Dans un entretien confié aux Cahiers pédagogiques Philippe Meirieu dénonce « (…) la caporalisation qui sévit dans nos structures et la confusion, de plus en plus répandue, dans l’Éducation nationale comme ailleurs, entre l’État et le gouvernement : ceux et celles qui sont censés représenter l’État dans sa continuité, porter les textes fondateurs en matière éducative, faire respecter les engagements des différentes lois d’orientation et, même, tout simplement, faire respecter le code de l’éducation, se contentent d’être des VRP de la dernière circulaire ou de la dernière lubie du ministre. Quand on attendrait d’eux qu’ils veillent sur le respect de principes politiques et éthiques consubstantiels à notre république et aux conditions de pérennité de notre démocratie, on les voit plutôt, aux aguets, traquer ceux et celles qui seraient susceptibles de ne pas appliquer à la lettre les dernières instructions. Ce manque de hauteur de vue est aussi un terrible manque d’ambition : au lieu de s’engager dans des dynamiques constructives avec les acteurs, on se contente de les contrôler (…) »

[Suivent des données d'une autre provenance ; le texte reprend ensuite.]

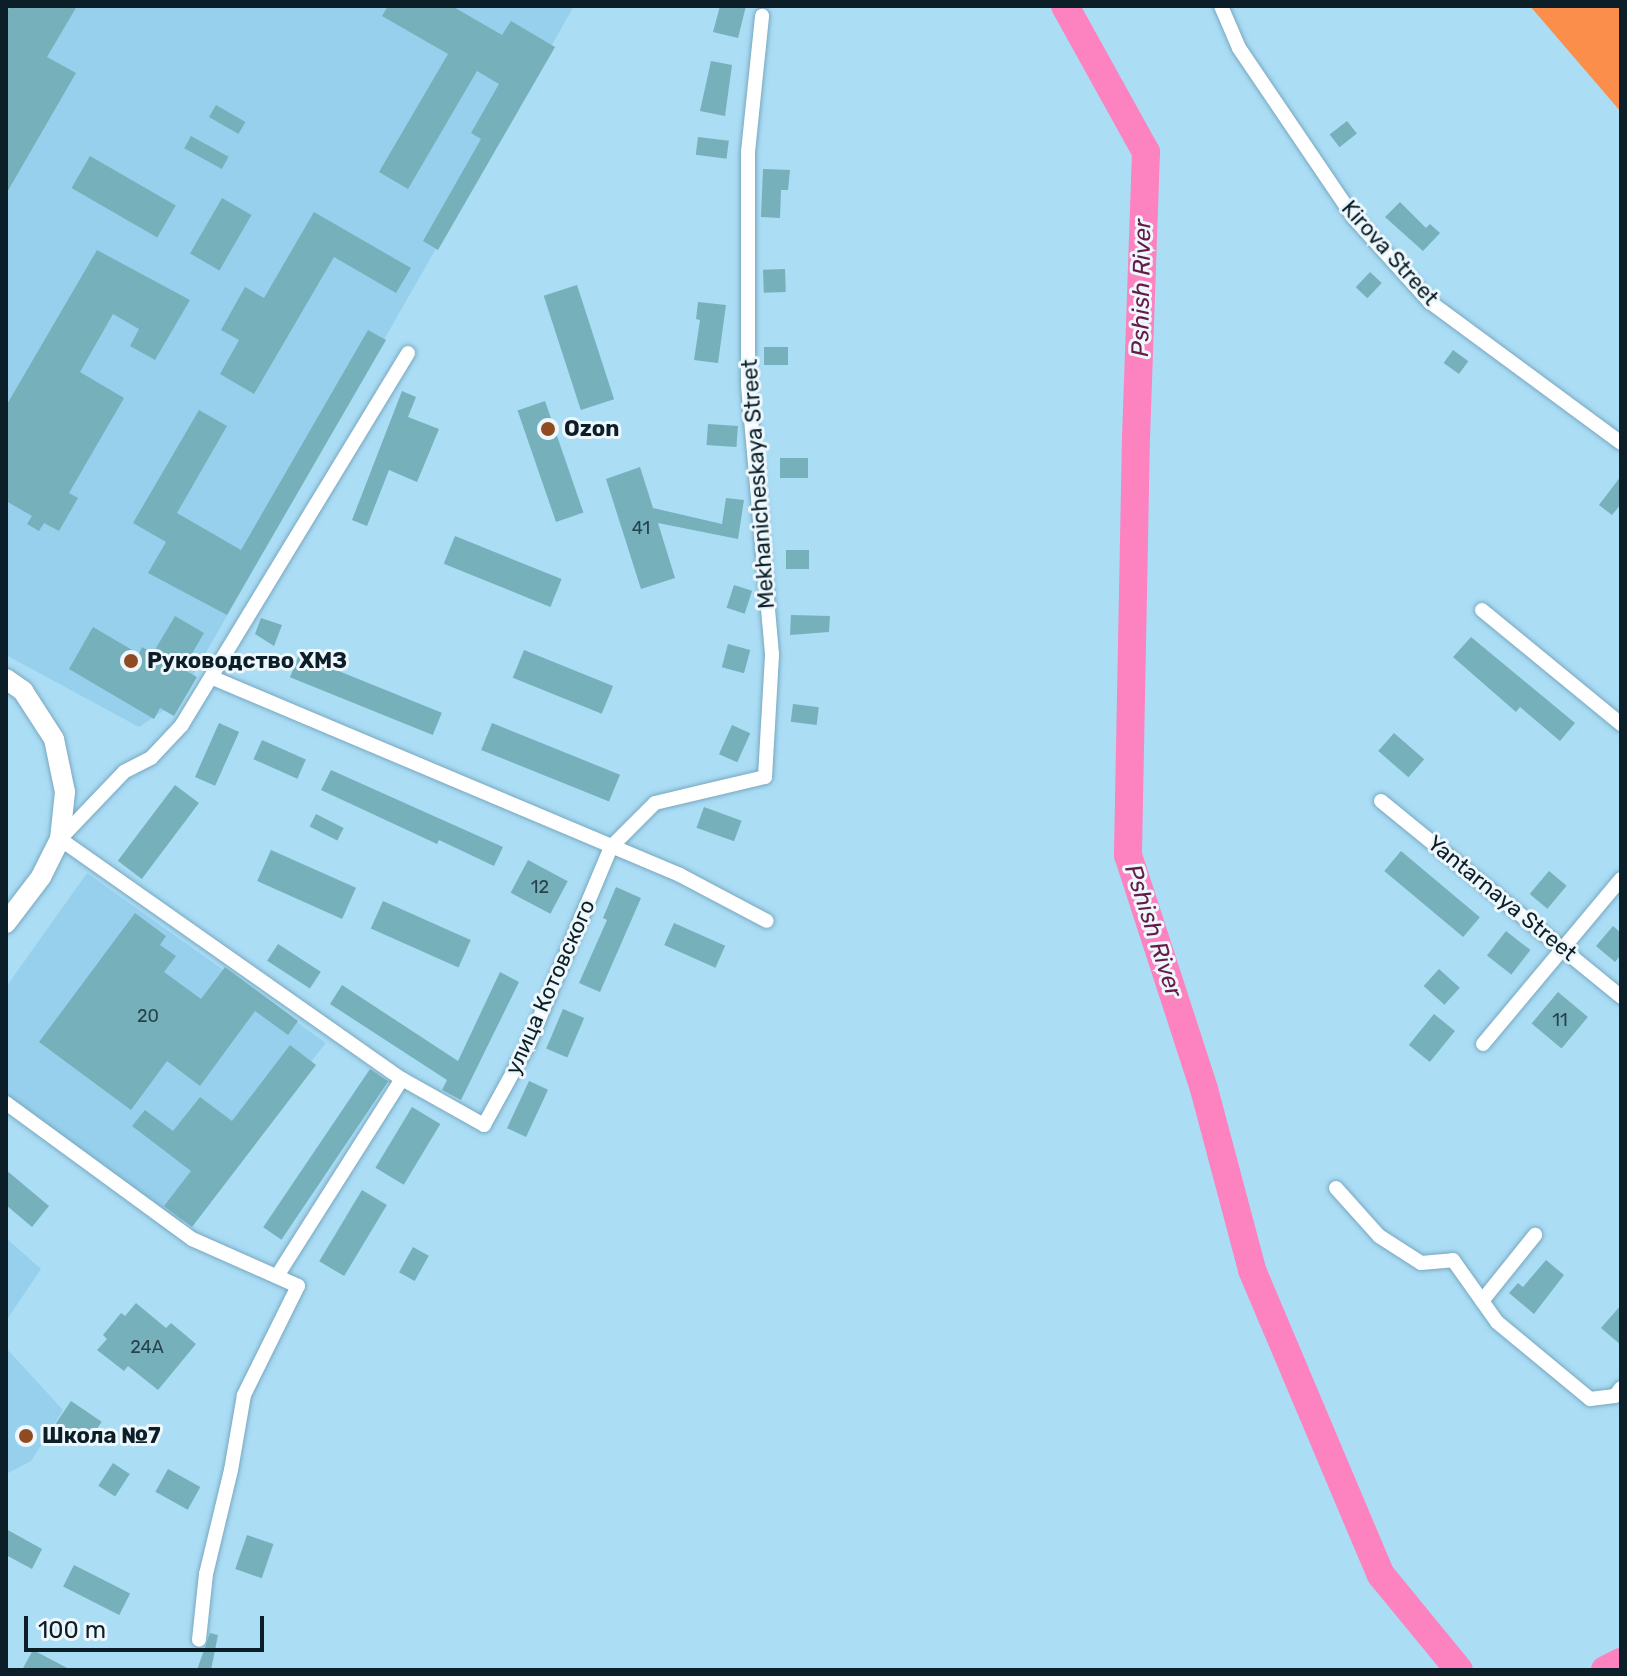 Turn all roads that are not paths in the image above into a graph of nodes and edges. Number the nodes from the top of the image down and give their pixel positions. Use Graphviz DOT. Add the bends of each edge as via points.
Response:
graph roads {
  1 [pos="1221,6"];
  2 [pos="762,16"];
  3 [pos="408,353"];
  4 [pos="1621,443"];
  5 [pos="1482,610"];
  6 [pos="213,678"];
  7 [pos="6,679"];
  8 [pos="1621,724"];
  9 [pos="1381,801"];
  10 [pos="60,839"];
  11 [pos="611,847"];
  12 [pos="1621,879"];
  13 [pos="767,921"];
  14 [pos="6,923"];
  15 [pos="1562,947"];
  16 [pos="1621,997"];
  17 [pos="1483,1044"];
  18 [pos="402,1079"];
  19 [pos="6,1103"];
  20 [pos="1336,1188"];
  21 [pos="1535,1235"];
  22 [pos="277,1276"];
  23 [pos="1482,1301"];
  24 [pos="1618,1392"];
  25 [pos="199,1640"];
  1 -- 4 [label="street, Kirova Street" via="1239,48 1354,218 1430,302"];
  2 -- 11 [label="street, Mekhanicheskaya Street" via="748,152 748,384 772,654 765,777 655,803"];
  3 -- 6 [label="street"];
  5 -- 8 [label="street"];
  6 -- 10 [label="street" via="182,725 151,758 124,772"];
  6 -- 11 [label="street"];
  7 -- 10 [label="main road" via="23,691 54,739 65,792"];
  9 -- 15 [label="street, Yantarnaya Street"];
  10 -- 14 [label="main road" via="41,877"];
  10 -- 18 [label="street"];
  11 -- 13 [label="street" via="680,875"];
  11 -- 18 [label="street, улица Котовского" via="529,1043 484,1125"];
  12 -- 15 [label="street"];
  15 -- 16 [label="street, Yantarnaya Street"];
  15 -- 17 [label="street"];
  18 -- 22 [label="street"];
  19 -- 22 [label="street" via="192,1239"];
  20 -- 23 [label="street" via="1379,1236 1421,1263 1453,1260"];
  21 -- 23 [label="street"];
  22 -- 25 [label="street" via="298,1286 244,1395 206,1574"];
  23 -- 24 [label="street" via="1497,1322 1590,1399"];
}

Cette confusion entre état et gouvernement, entre les principes qui fondent l’administration et les calculs électoraux d’un parti politique, n’est d’ailleurs pas propre à l’éducation, comme on s’en rend compte tous les jours, par exemple avec la justice des mineurs que les phobies de quelques politiciens s’emploient à démanteler avec une opiniâtreté peu commune ; la dernière initiative  en date – mais pas l’ultime, il y en aura d’autres avant les présidentielles – permettra au procureur de contourner le juge des enfants (voir sur le sujet le blog de Jean-Pierre Rosenczveig)

Dans tous les cas, on est bien forcé de constater que les réactions ne sont pas à la hauteur des enjeux et que l’opinion publique reste massivement indifférente à tout ce qui ne touche pas son quotidien immédiat. Depuis l’été dernier, alors que les droits de l’homme ont été malmenés comme rarement, que la politique est privée d’un débat digne de ce nom, les seules oppositions un peu vives ont été motivées par la réforme des retraites ou, aujourd’hui, par la question des radars routiers. La vidéosurveillance peut bien proliférer, seuls les radars semblent faire problème.

Comment interpréter la passivité avec laquelle les enseignants acceptent sans réagir la politique conduite par Chatel ? Depuis plusieurs semaines, par exemple, seuls 467 enseignants – sur un total de 800 000 - ont signé la pétition (signalée sur Journal d’école le 2 juin) sur les ERS et le partenariat Armée-Ecole. Et combien partagent sérieusement l’inquiétude que devraient faire naître les projets sur l’apprentissage dont on pressent qu’ils conduiront à la disparition du collège unique ou les modalités de formation des profs ? S’agit-il d’indifférence ou de petits arrangements avec une politique qu’on approuverait sans le reconnaître à voix haute ? L’annonce d’une journée de grève pour la rentrée aura dans ces conditions du mal à passer pour pertinente.

« (…) Nul ne saurait emprisonner indéfiniment les consciences. Aujourd'hui, celles-ci sortent progressivement de leur léthargie (…) » Alain Refalo en appelle à une « indignation éthique » à une  « révolte salutaire dont notre société a plus que jamais besoin pour dessiner l'à-venir de notre école sous les couleurs de la générosité, du respect et de la solidarité. » Face à un Chatel brutal autant qu’incompétent qui ne respecte pas les règles du jeu, la désobéissance, le boycott ou le regard critique sur des circulaires absurdes ou fantaisistes, le discernement personnel, apparaissent de plus en plus légitimes. Les fonctionnaires que sont les profs peuvent-ils réellement agir de manière « éthique et responsable » ? Il y a là un défi à relever.